Reha başıyla onayladı ve zarfı kabanıma koydu.
Benim dükkana doğru baktığımı fark edince "ben dediğim gibi halledeceğim burayı merak etme." Dedi.
Sessiz kaldım.
Mide bulantım artıyordu ve burnuma gelen kan kokusu geçmişin dikişlerini söküyordu.

Yaklaşık beş dakika sonra siren seslerini duyduk ve ambulans görüş açımıza girdiğinde Reha ayağa kalkarak el işareti yaptı. Ambulans durduğunda inen sağlık personellerine telaşlı bir sesle "Çok kan kaybetti mide bulantısı ve baş dönmesi var. Sedye!" Diyerek bağırdı. Yavaşça ayağa kalktığımda Reha beni görerek yanıma geldi ve kolumdan tutarak bana yön verdi. Saniyeler içinde dengemi kaybettim.

Son gördüğüm kişi bize elindeki sedyeyle koşarak gelen mor saçlı hemşireydi.
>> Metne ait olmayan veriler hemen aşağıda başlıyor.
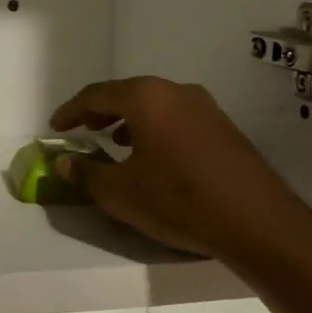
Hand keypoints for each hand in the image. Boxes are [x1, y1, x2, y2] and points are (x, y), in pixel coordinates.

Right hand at [49, 77, 295, 257]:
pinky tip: (154, 156)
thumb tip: (63, 163)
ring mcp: (205, 107)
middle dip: (101, 112)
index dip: (71, 111)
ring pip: (155, 105)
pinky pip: (177, 118)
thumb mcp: (120, 192)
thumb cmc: (177, 200)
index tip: (55, 128)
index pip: (96, 95)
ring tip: (115, 143)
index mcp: (146, 97)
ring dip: (129, 120)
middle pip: (128, 94)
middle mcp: (176, 91)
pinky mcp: (224, 128)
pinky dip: (155, 129)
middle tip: (82, 130)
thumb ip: (85, 174)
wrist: (256, 221)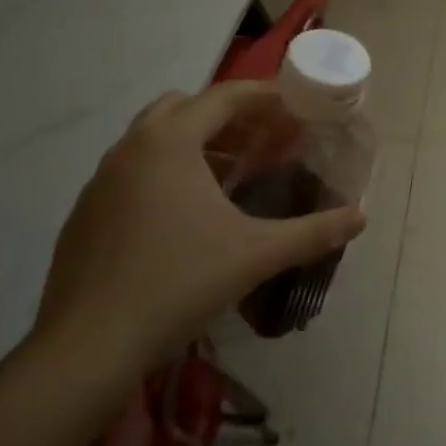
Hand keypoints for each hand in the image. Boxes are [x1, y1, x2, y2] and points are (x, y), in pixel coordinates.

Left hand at [30, 81, 366, 370]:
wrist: (87, 348)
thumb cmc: (178, 284)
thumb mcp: (255, 255)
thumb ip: (312, 232)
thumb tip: (360, 218)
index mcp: (170, 141)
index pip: (224, 96)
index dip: (263, 97)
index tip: (292, 106)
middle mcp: (130, 147)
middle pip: (184, 107)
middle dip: (226, 117)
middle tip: (260, 141)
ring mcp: (100, 179)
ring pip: (152, 138)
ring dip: (193, 143)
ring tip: (227, 175)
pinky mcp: (84, 212)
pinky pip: (131, 171)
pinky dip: (163, 172)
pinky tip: (182, 216)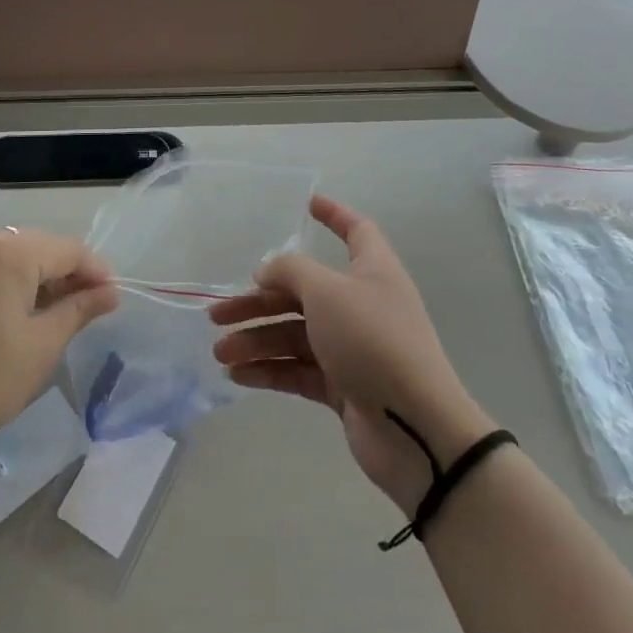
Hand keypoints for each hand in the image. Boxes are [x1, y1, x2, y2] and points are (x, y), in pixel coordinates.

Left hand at [0, 228, 118, 467]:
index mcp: (10, 251)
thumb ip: (77, 311)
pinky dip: (12, 282)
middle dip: (69, 275)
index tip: (113, 301)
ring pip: (16, 255)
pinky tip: (19, 313)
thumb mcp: (39, 349)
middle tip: (90, 311)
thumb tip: (109, 292)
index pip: (69, 250)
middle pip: (42, 247)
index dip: (95, 273)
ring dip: (40, 279)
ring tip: (57, 315)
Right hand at [209, 196, 493, 515]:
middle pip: (303, 291)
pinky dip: (270, 369)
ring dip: (256, 340)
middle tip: (217, 314)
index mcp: (372, 271)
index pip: (356, 231)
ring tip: (220, 353)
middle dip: (259, 301)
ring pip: (296, 335)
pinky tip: (238, 375)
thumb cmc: (373, 341)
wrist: (416, 428)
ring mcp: (353, 348)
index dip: (334, 214)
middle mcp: (362, 305)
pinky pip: (299, 369)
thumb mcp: (327, 292)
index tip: (307, 204)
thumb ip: (290, 271)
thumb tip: (266, 271)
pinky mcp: (344, 387)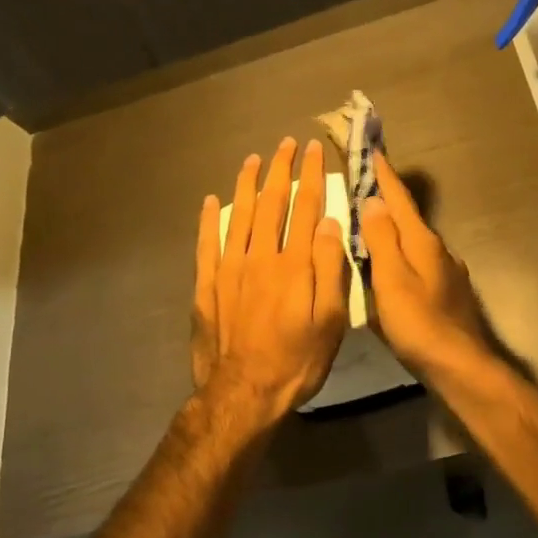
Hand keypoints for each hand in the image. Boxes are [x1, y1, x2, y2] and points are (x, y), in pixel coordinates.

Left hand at [192, 137, 349, 422]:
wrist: (243, 393)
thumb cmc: (297, 360)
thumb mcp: (329, 320)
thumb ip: (330, 269)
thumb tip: (330, 223)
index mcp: (294, 264)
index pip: (305, 208)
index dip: (311, 176)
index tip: (313, 150)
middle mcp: (261, 257)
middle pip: (271, 203)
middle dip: (280, 170)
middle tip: (285, 144)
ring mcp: (230, 269)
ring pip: (239, 215)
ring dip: (246, 184)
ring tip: (252, 159)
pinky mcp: (207, 285)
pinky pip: (206, 243)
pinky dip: (209, 220)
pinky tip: (212, 201)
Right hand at [361, 152, 495, 381]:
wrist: (461, 366)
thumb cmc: (419, 324)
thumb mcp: (392, 280)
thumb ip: (382, 239)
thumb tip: (373, 200)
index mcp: (422, 242)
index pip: (399, 199)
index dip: (383, 176)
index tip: (372, 150)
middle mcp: (438, 250)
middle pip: (408, 218)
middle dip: (386, 201)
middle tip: (363, 186)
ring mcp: (446, 272)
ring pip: (413, 241)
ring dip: (393, 228)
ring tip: (370, 224)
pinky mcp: (447, 293)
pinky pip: (418, 263)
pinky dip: (400, 255)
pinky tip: (391, 268)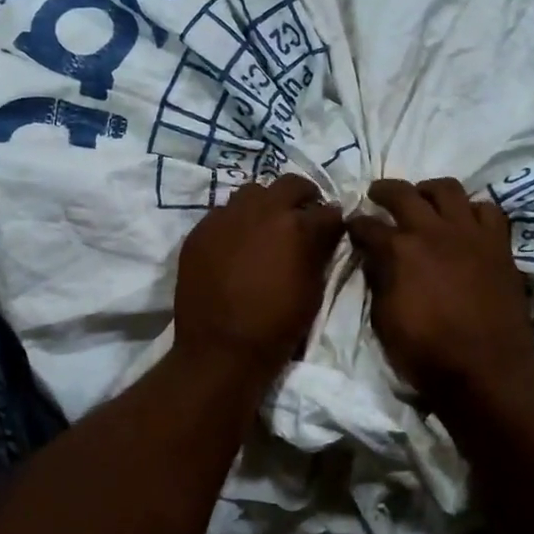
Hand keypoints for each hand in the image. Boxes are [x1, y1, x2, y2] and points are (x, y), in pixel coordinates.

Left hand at [174, 173, 344, 375]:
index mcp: (297, 226)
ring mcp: (226, 217)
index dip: (333, 220)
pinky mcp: (200, 230)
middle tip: (303, 215)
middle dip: (303, 196)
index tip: (332, 228)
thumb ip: (319, 253)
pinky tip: (235, 243)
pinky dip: (235, 222)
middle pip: (290, 184)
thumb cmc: (276, 325)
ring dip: (265, 204)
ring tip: (265, 226)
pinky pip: (222, 213)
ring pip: (252, 192)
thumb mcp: (312, 290)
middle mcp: (262, 210)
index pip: (327, 210)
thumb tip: (325, 234)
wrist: (220, 349)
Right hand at [347, 178, 533, 402]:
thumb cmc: (427, 353)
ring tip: (424, 200)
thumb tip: (374, 258)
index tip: (352, 227)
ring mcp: (469, 234)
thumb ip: (378, 281)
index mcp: (399, 251)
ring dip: (429, 191)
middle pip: (403, 193)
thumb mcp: (384, 321)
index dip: (355, 225)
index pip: (367, 226)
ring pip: (447, 189)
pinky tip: (465, 222)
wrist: (487, 371)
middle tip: (377, 195)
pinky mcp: (498, 244)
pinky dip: (472, 210)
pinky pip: (487, 210)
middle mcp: (432, 232)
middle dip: (383, 190)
Son hissettiğim şey Reha'nın kollarıydı.
Son hissettiğim duygu ise
bilinmezliklerin içinde yaşadığımız dünyada bilinmezliği yok edenlerin de olduğuydu.

Reha

Papatyaları dağılmış bir kız.
Elleri kanla kaplı bir kız.
Annesinin hatırasını canlı tutmaya çalışan bir kız.
Saf, temiz ama bir o kadar da yaşanmışlıklarla dolu bir kadın.
Nehir İlgeç.
Ben ilk kez bir çift göze kendime bakıyormuş gibi baktım.
Ben ilk kez bir çift gözde o yaşanmışlıkları gördüm.
Ben ilk kez kendimi bir başka gözde gördüm.